EXTRACTED ENTRIES>
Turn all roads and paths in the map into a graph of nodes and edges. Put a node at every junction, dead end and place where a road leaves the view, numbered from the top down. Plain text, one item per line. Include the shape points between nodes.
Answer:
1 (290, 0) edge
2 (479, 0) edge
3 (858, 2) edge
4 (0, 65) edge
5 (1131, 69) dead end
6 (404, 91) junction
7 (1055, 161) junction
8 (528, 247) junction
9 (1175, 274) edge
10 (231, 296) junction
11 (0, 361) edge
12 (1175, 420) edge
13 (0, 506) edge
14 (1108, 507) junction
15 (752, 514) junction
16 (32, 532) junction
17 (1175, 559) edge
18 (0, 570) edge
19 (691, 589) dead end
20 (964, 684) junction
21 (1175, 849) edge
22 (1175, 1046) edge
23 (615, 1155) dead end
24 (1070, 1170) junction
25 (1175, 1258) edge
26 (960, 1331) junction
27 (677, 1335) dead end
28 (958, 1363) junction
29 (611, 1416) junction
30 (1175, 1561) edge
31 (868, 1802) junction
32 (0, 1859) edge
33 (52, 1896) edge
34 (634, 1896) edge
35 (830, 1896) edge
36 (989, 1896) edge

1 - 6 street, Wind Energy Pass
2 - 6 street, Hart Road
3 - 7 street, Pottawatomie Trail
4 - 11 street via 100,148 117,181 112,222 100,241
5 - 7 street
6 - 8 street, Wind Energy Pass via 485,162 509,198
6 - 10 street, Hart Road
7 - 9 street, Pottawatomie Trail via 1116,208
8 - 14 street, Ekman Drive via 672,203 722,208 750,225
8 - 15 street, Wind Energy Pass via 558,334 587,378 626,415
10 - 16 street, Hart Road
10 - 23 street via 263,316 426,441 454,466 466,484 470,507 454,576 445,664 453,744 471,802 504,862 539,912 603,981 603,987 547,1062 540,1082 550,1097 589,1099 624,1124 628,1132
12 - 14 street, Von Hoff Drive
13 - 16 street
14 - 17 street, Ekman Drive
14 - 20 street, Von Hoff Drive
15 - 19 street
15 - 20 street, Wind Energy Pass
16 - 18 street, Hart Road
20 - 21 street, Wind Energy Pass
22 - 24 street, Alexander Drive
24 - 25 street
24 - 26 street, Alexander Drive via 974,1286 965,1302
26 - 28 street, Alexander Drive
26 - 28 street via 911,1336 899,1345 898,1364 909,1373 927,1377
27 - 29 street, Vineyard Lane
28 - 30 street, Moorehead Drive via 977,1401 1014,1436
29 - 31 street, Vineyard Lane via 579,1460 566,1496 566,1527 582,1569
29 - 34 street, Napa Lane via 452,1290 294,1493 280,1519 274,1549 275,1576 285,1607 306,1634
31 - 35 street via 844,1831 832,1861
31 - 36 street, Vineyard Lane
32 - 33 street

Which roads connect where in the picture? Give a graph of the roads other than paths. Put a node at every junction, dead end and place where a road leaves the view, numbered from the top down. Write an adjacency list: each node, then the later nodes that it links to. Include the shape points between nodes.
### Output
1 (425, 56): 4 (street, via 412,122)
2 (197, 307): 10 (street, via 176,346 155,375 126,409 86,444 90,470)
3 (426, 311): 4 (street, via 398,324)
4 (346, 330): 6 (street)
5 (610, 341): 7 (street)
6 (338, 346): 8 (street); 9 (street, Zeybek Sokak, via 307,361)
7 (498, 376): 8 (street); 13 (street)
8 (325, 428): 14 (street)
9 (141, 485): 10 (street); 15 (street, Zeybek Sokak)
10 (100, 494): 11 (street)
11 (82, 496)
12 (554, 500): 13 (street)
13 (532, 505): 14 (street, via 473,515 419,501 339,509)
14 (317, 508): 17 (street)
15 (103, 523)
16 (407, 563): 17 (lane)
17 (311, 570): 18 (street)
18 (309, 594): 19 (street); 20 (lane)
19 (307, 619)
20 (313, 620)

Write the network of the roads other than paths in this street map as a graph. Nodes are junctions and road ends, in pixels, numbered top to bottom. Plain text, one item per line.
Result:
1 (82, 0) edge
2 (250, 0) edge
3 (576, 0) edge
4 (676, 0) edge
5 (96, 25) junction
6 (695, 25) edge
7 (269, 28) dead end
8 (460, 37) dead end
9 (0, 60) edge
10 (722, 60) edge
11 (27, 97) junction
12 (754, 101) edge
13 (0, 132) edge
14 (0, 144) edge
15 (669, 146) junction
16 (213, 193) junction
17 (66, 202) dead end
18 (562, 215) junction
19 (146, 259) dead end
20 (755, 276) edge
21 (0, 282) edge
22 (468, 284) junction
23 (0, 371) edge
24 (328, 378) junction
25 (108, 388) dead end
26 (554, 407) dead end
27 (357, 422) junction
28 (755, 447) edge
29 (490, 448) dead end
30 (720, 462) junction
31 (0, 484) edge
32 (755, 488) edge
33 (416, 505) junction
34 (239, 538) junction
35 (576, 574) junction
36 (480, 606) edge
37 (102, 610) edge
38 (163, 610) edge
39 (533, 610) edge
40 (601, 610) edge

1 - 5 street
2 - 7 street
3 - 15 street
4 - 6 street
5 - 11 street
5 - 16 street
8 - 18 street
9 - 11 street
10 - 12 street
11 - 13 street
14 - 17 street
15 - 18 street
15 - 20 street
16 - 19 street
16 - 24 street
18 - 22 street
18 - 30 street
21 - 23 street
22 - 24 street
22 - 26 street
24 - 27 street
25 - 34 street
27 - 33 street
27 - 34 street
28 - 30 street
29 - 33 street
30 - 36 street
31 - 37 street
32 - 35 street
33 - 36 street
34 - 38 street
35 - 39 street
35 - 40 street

EXERCISE REQUIREMENTS>
Your answer should be the records above, set down exactly.

RESPONSE BOX>
Turn all roads and paths in the map into a graph of nodes and edges. Put a node at every junction, dead end and place where a road leaves the view, numbered from the top down. Plain text, one item per line. Include the shape points between nodes.
Answer:
1 (290, 0) edge
2 (479, 0) edge
3 (858, 2) edge
4 (0, 65) edge
5 (1131, 69) dead end
6 (404, 91) junction
7 (1055, 161) junction
8 (528, 247) junction
9 (1175, 274) edge
10 (231, 296) junction
11 (0, 361) edge
12 (1175, 420) edge
13 (0, 506) edge
14 (1108, 507) junction
15 (752, 514) junction
16 (32, 532) junction
17 (1175, 559) edge
18 (0, 570) edge
19 (691, 589) dead end
20 (964, 684) junction
21 (1175, 849) edge
22 (1175, 1046) edge
23 (615, 1155) dead end
24 (1070, 1170) junction
25 (1175, 1258) edge
26 (960, 1331) junction
27 (677, 1335) dead end
28 (958, 1363) junction
29 (611, 1416) junction
30 (1175, 1561) edge
31 (868, 1802) junction
32 (0, 1859) edge
33 (52, 1896) edge
34 (634, 1896) edge
35 (830, 1896) edge
36 (989, 1896) edge

1 - 6 street, Wind Energy Pass
2 - 6 street, Hart Road
3 - 7 street, Pottawatomie Trail
4 - 11 street via 100,148 117,181 112,222 100,241
5 - 7 street
6 - 8 street, Wind Energy Pass via 485,162 509,198
6 - 10 street, Hart Road
7 - 9 street, Pottawatomie Trail via 1116,208
8 - 14 street, Ekman Drive via 672,203 722,208 750,225
8 - 15 street, Wind Energy Pass via 558,334 587,378 626,415
10 - 16 street, Hart Road
10 - 23 street via 263,316 426,441 454,466 466,484 470,507 454,576 445,664 453,744 471,802 504,862 539,912 603,981 603,987 547,1062 540,1082 550,1097 589,1099 624,1124 628,1132
12 - 14 street, Von Hoff Drive
13 - 16 street
14 - 17 street, Ekman Drive
14 - 20 street, Von Hoff Drive
15 - 19 street
15 - 20 street, Wind Energy Pass
16 - 18 street, Hart Road
20 - 21 street, Wind Energy Pass
22 - 24 street, Alexander Drive
24 - 25 street
24 - 26 street, Alexander Drive via 974,1286 965,1302
26 - 28 street, Alexander Drive
26 - 28 street via 911,1336 899,1345 898,1364 909,1373 927,1377
27 - 29 street, Vineyard Lane
28 - 30 street, Moorehead Drive via 977,1401 1014,1436
29 - 31 street, Vineyard Lane via 579,1460 566,1496 566,1527 582,1569
29 - 34 street, Napa Lane via 452,1290 294,1493 280,1519 274,1549 275,1576 285,1607 306,1634
31 - 35 street via 844,1831 832,1861
31 - 36 street, Vineyard Lane
32 - 33 street

Which roads connect where in the picture? Give a graph of the roads other than paths. Put a node at every junction, dead end and place where a road leaves the view, numbered from the top down. Write an adjacency list: each node, then the later nodes that it links to. Include the shape points between nodes.
### Output
1 (425, 56): 4 (street, via 412,122)
2 (197, 307): 10 (street, via 176,346 155,375 126,409 86,444 90,470)
3 (426, 311): 4 (street, via 398,324)
4 (346, 330): 6 (street)
5 (610, 341): 7 (street)
6 (338, 346): 8 (street); 9 (street, Zeybek Sokak, via 307,361)
7 (498, 376): 8 (street); 13 (street)
8 (325, 428): 14 (street)
9 (141, 485): 10 (street); 15 (street, Zeybek Sokak)
10 (100, 494): 11 (street)
11 (82, 496)
12 (554, 500): 13 (street)
13 (532, 505): 14 (street, via 473,515 419,501 339,509)
14 (317, 508): 17 (street)
15 (103, 523)
16 (407, 563): 17 (lane)
17 (311, 570): 18 (street)
18 (309, 594): 19 (street); 20 (lane)
19 (307, 619)
20 (313, 620)

Write the network of the roads other than paths in this street map as a graph. Nodes are junctions and road ends, in pixels, numbered top to bottom. Plain text, one item per line.
Result:
1 (82, 0) edge
2 (250, 0) edge
3 (576, 0) edge
4 (676, 0) edge
5 (96, 25) junction
6 (695, 25) edge
7 (269, 28) dead end
8 (460, 37) dead end
9 (0, 60) edge
10 (722, 60) edge
11 (27, 97) junction
12 (754, 101) edge
13 (0, 132) edge
14 (0, 144) edge
15 (669, 146) junction
16 (213, 193) junction
17 (66, 202) dead end
18 (562, 215) junction
19 (146, 259) dead end
20 (755, 276) edge
21 (0, 282) edge
22 (468, 284) junction
23 (0, 371) edge
24 (328, 378) junction
25 (108, 388) dead end
26 (554, 407) dead end
27 (357, 422) junction
28 (755, 447) edge
29 (490, 448) dead end
30 (720, 462) junction
31 (0, 484) edge
32 (755, 488) edge
33 (416, 505) junction
34 (239, 538) junction
35 (576, 574) junction
36 (480, 606) edge
37 (102, 610) edge
38 (163, 610) edge
39 (533, 610) edge
40 (601, 610) edge

1 - 5 street
2 - 7 street
3 - 15 street
4 - 6 street
5 - 11 street
5 - 16 street
8 - 18 street
9 - 11 street
10 - 12 street
11 - 13 street
14 - 17 street
15 - 18 street
15 - 20 street
16 - 19 street
16 - 24 street
18 - 22 street
18 - 30 street
21 - 23 street
22 - 24 street
22 - 26 street
24 - 27 street
25 - 34 street
27 - 33 street
27 - 34 street
28 - 30 street
29 - 33 street
30 - 36 street
31 - 37 street
32 - 35 street
33 - 36 street
34 - 38 street
35 - 39 street
35 - 40 street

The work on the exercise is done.